Apart from the pictures, every entry must be retyped exactly.

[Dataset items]
● ● ● ● ●
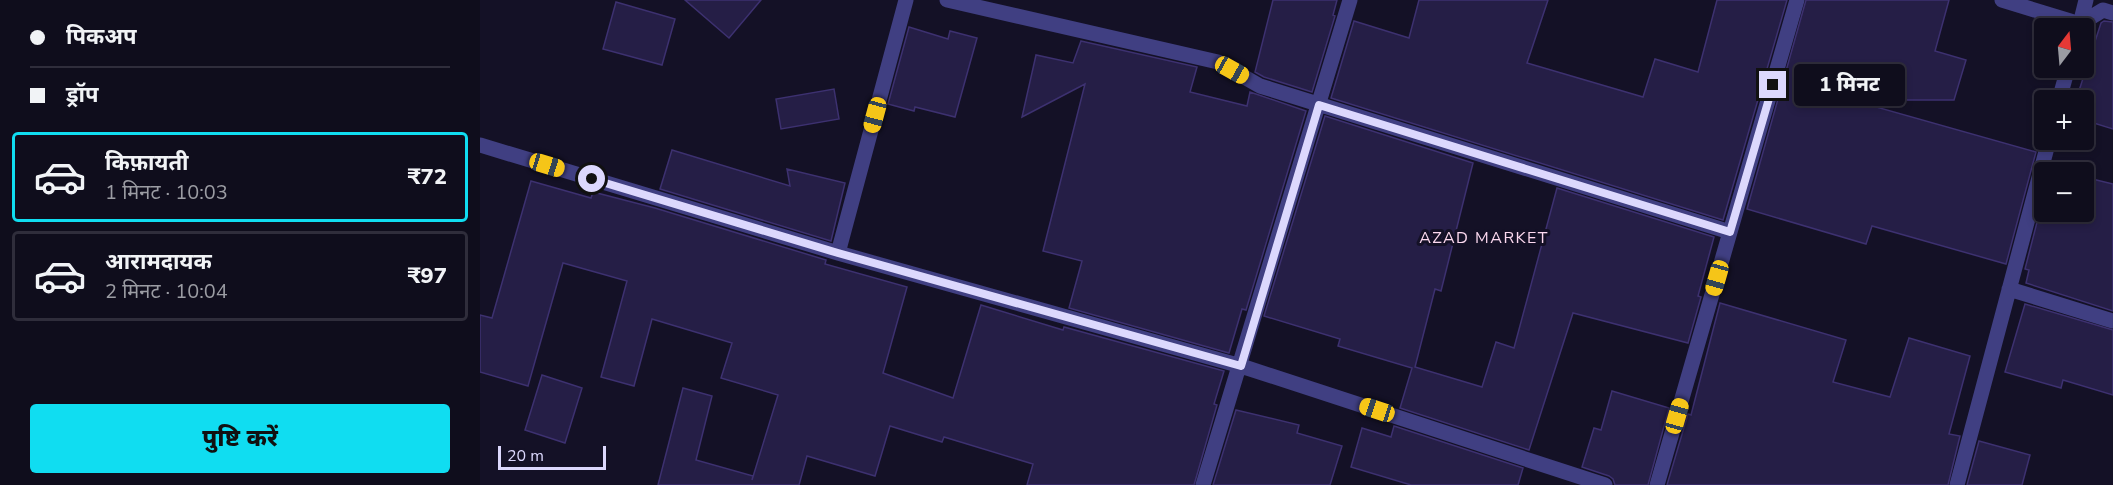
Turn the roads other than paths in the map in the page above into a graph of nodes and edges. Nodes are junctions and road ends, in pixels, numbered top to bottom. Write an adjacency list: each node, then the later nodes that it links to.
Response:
1 (906, 0): 15 (street)
2 (946, 0): 11 (street)
3 (1350, 0): 11 (street)
4 (1797, 0): 14 (street)
5 (2002, 0): 8 (street)
6 (2086, 0): 9 (street)
7 (2113, 13): 10 (street)
8 (2055, 18)
9 (2081, 18)
10 (2091, 18)
11 (1319, 105): 14 (street); 18 (street)
12 (480, 145): 15 (street)
13 (2046, 150): 16 (street)
14 (1730, 232): 21 (street)
15 (838, 253): 18 (street)
16 (2009, 289): 17 (street); 22 (street)
17 (2113, 321)
18 (1241, 366): 19 (street); 20 (street)
19 (1203, 485)
20 (1605, 485)
21 (1657, 485)
22 (1957, 485)

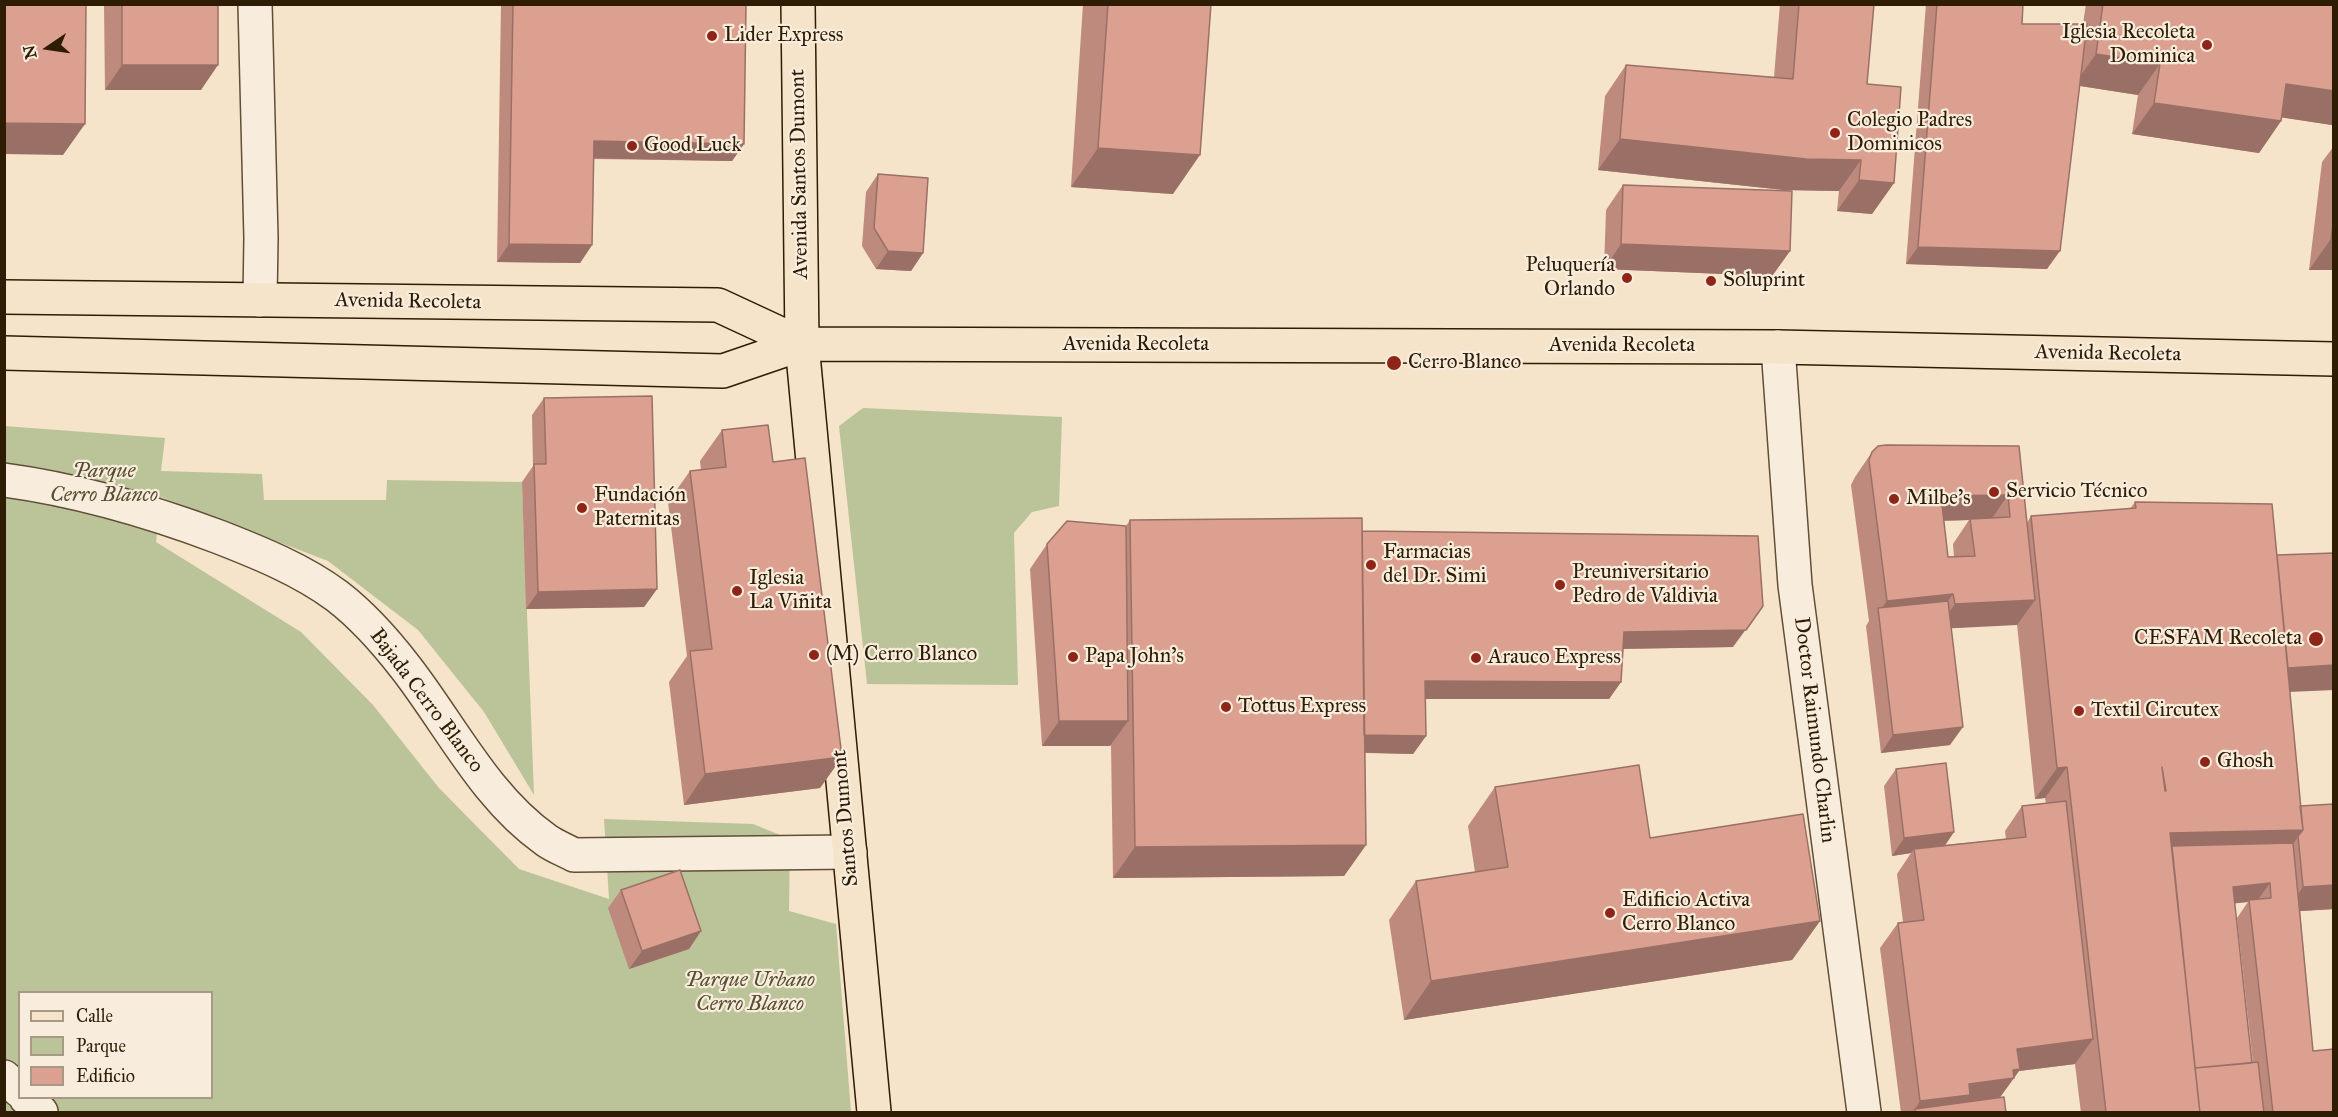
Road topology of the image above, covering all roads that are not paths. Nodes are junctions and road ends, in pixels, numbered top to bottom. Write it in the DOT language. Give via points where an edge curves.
graph roads {
  1 [pos="255,4"];
  2 [pos="798,4"];
  3 [pos="4,297"];
  4 [pos="260,300"];
  5 [pos="802,344"];
  6 [pos="1778,347"];
  7 [pos="4,353"];
  8 [pos="2334,359"];
  9 [pos="4,480"];
  10 [pos="850,852"];
  11 [pos="4,1077"];
  12 [pos="18,1089"];
  13 [pos="27,1099"];
  14 [pos="41,1113"];
  15 [pos="874,1113"];
  16 [pos="1864,1113"];
  1 -- 4 [label="street"];
  2 -- 5 [label="main road, Avenida Santos Dumont"];
  3 -- 4 [label="main road, Avenida Recoleta"];
  4 -- 5 [label="main road, Avenida Recoleta" via="718,305"];
  5 -- 6 [label="main road, Avenida Recoleta"];
  5 -- 7 [label="main road, Avenida Recoleta" via="723,370"];
  5 -- 10 [label="main road, Santos Dumont"];
  6 -- 8 [label="main road, Avenida Recoleta"];
  6 -- 16 [label="street, Doctor Raimundo Charlin" via="1795,585"];
  9 -- 10 [label="street, Bajada Cerro Blanco" via="79,494 172,519 294,569 336,596 372,627 405,667 496,794 546,840 574,855"];
  10 -- 15 [label="main road, Santos Dumont"];
  11 -- 12 [label="street"];
  13 -- 14 [label="street"];
}
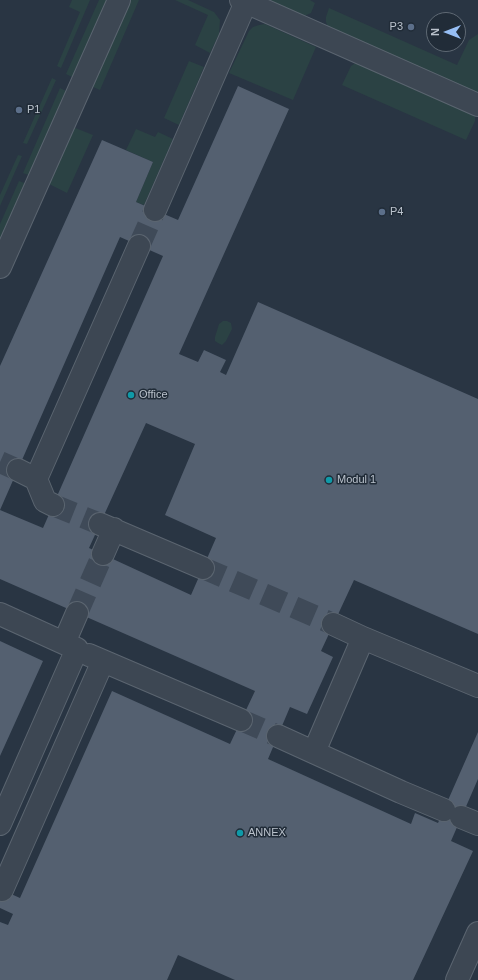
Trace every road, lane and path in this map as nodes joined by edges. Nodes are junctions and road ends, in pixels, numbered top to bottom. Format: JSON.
{"nodes":[{"id":1,"x":119,"y":0,"type":"edge"},
{"id":2,"x":244,"y":1,"type":"edge"},
{"id":3,"x":478,"y":105,"type":"edge"},
{"id":4,"x":155,"y":210,"type":"tunnel mouth"},
{"id":5,"x":139,"y":246,"type":"tunnel mouth"},
{"id":6,"x":0,"y":267,"type":"edge"},
{"id":7,"x":53,"y":505,"type":"tunnel mouth"},
{"id":8,"x":102,"y":554,"type":"tunnel mouth"},
{"id":9,"x":203,"y":568,"type":"tunnel mouth"},
{"id":10,"x":77,"y":613,"type":"tunnel mouth"},
{"id":11,"x":0,"y":614,"type":"edge"},
{"id":12,"x":333,"y":624,"type":"tunnel mouth"},
{"id":13,"x":363,"y":638,"type":"junction"},
{"id":14,"x":70,"y":646,"type":"junction"},
{"id":15,"x":103,"y":661,"type":"junction"},
{"id":16,"x":478,"y":686,"type":"edge"},
{"id":17,"x":241,"y":720,"type":"tunnel mouth"},
{"id":18,"x":278,"y":736,"type":"tunnel mouth"},
{"id":19,"x":314,"y":752,"type":"junction"},
{"id":20,"x":461,"y":817,"type":"edge"},
{"id":21,"x":0,"y":824,"type":"edge"},
{"id":22,"x":2,"y":890,"type":"dead end"},
{"id":23,"x":478,"y":933,"type":"edge"},
{"id":24,"x":456,"y":980,"type":"edge"}],
"edges":[{"from":1,"to":6,"type":"lane"},
{"from":2,"to":3,"type":"lane"},
{"from":2,"to":4,"type":"lane"},
{"from":5,"to":7,"type":"lane"},
{"from":8,"to":9,"type":"lane"},
{"from":10,"to":14,"type":"lane"},
{"from":11,"to":14,"type":"lane"},
{"from":12,"to":13,"type":"lane"},
{"from":13,"to":16,"type":"lane"},
{"from":13,"to":19,"type":"lane"},
{"from":14,"to":15,"type":"lane"},
{"from":14,"to":21,"type":"lane"},
{"from":15,"to":17,"type":"lane"},
{"from":15,"to":22,"type":"lane"},
{"from":18,"to":19,"type":"lane"},
{"from":19,"to":20,"type":"lane"},
{"from":23,"to":24,"type":"lane"}]}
● ● ● ● ●
## Exercise response:
Turn the roads other than paths in the map in the page above into a graph of nodes and edges. Nodes are junctions and road ends, in pixels, numbered top to bottom. Write an adjacency list: each node, then the later nodes that it links to.
Response:
1 (906, 0): 15 (street)
2 (946, 0): 11 (street)
3 (1350, 0): 11 (street)
4 (1797, 0): 14 (street)
5 (2002, 0): 8 (street)
6 (2086, 0): 9 (street)
7 (2113, 13): 10 (street)
8 (2055, 18)
9 (2081, 18)
10 (2091, 18)
11 (1319, 105): 14 (street); 18 (street)
12 (480, 145): 15 (street)
13 (2046, 150): 16 (street)
14 (1730, 232): 21 (street)
15 (838, 253): 18 (street)
16 (2009, 289): 17 (street); 22 (street)
17 (2113, 321)
18 (1241, 366): 19 (street); 20 (street)
19 (1203, 485)
20 (1605, 485)
21 (1657, 485)
22 (1957, 485)

Road topology of the image above, covering all roads that are not paths. Nodes are junctions and road ends, in pixels, numbered top to bottom. Write it in the DOT language. Give via points where an edge curves.
graph roads {
  1 [pos="255,4"];
  2 [pos="798,4"];
  3 [pos="4,297"];
  4 [pos="260,300"];
  5 [pos="802,344"];
  6 [pos="1778,347"];
  7 [pos="4,353"];
  8 [pos="2334,359"];
  9 [pos="4,480"];
  10 [pos="850,852"];
  11 [pos="4,1077"];
  12 [pos="18,1089"];
  13 [pos="27,1099"];
  14 [pos="41,1113"];
  15 [pos="874,1113"];
  16 [pos="1864,1113"];
  1 -- 4 [label="street"];
  2 -- 5 [label="main road, Avenida Santos Dumont"];
  3 -- 4 [label="main road, Avenida Recoleta"];
  4 -- 5 [label="main road, Avenida Recoleta" via="718,305"];
  5 -- 6 [label="main road, Avenida Recoleta"];
  5 -- 7 [label="main road, Avenida Recoleta" via="723,370"];
  5 -- 10 [label="main road, Santos Dumont"];
  6 -- 8 [label="main road, Avenida Recoleta"];
  6 -- 16 [label="street, Doctor Raimundo Charlin" via="1795,585"];
  9 -- 10 [label="street, Bajada Cerro Blanco" via="79,494 172,519 294,569 336,596 372,627 405,667 496,794 546,840 574,855"];
  10 -- 15 [label="main road, Santos Dumont"];
  11 -- 12 [label="street"];
  13 -- 14 [label="street"];
}
Trace every road, lane and path in this map as nodes joined by edges. Nodes are junctions and road ends, in pixels, numbered top to bottom. Format: JSON.
{"nodes":[{"id":1,"x":119,"y":0,"type":"edge"},
{"id":2,"x":244,"y":1,"type":"edge"},
{"id":3,"x":478,"y":105,"type":"edge"},
{"id":4,"x":155,"y":210,"type":"tunnel mouth"},
{"id":5,"x":139,"y":246,"type":"tunnel mouth"},
{"id":6,"x":0,"y":267,"type":"edge"},
{"id":7,"x":53,"y":505,"type":"tunnel mouth"},
{"id":8,"x":102,"y":554,"type":"tunnel mouth"},
{"id":9,"x":203,"y":568,"type":"tunnel mouth"},
{"id":10,"x":77,"y":613,"type":"tunnel mouth"},
{"id":11,"x":0,"y":614,"type":"edge"},
{"id":12,"x":333,"y":624,"type":"tunnel mouth"},
{"id":13,"x":363,"y":638,"type":"junction"},
{"id":14,"x":70,"y":646,"type":"junction"},
{"id":15,"x":103,"y":661,"type":"junction"},
{"id":16,"x":478,"y":686,"type":"edge"},
{"id":17,"x":241,"y":720,"type":"tunnel mouth"},
{"id":18,"x":278,"y":736,"type":"tunnel mouth"},
{"id":19,"x":314,"y":752,"type":"junction"},
{"id":20,"x":461,"y":817,"type":"edge"},
{"id":21,"x":0,"y":824,"type":"edge"},
{"id":22,"x":2,"y":890,"type":"dead end"},
{"id":23,"x":478,"y":933,"type":"edge"},
{"id":24,"x":456,"y":980,"type":"edge"}],
"edges":[{"from":1,"to":6,"type":"lane"},
{"from":2,"to":3,"type":"lane"},
{"from":2,"to":4,"type":"lane"},
{"from":5,"to":7,"type":"lane"},
{"from":8,"to":9,"type":"lane"},
{"from":10,"to":14,"type":"lane"},
{"from":11,"to":14,"type":"lane"},
{"from":12,"to":13,"type":"lane"},
{"from":13,"to":16,"type":"lane"},
{"from":13,"to":19,"type":"lane"},
{"from":14,"to":15,"type":"lane"},
{"from":14,"to":21,"type":"lane"},
{"from":15,"to":17,"type":"lane"},
{"from":15,"to":22,"type":"lane"},
{"from":18,"to":19,"type":"lane"},
{"from":19,"to":20,"type":"lane"},
{"from":23,"to":24,"type":"lane"}]}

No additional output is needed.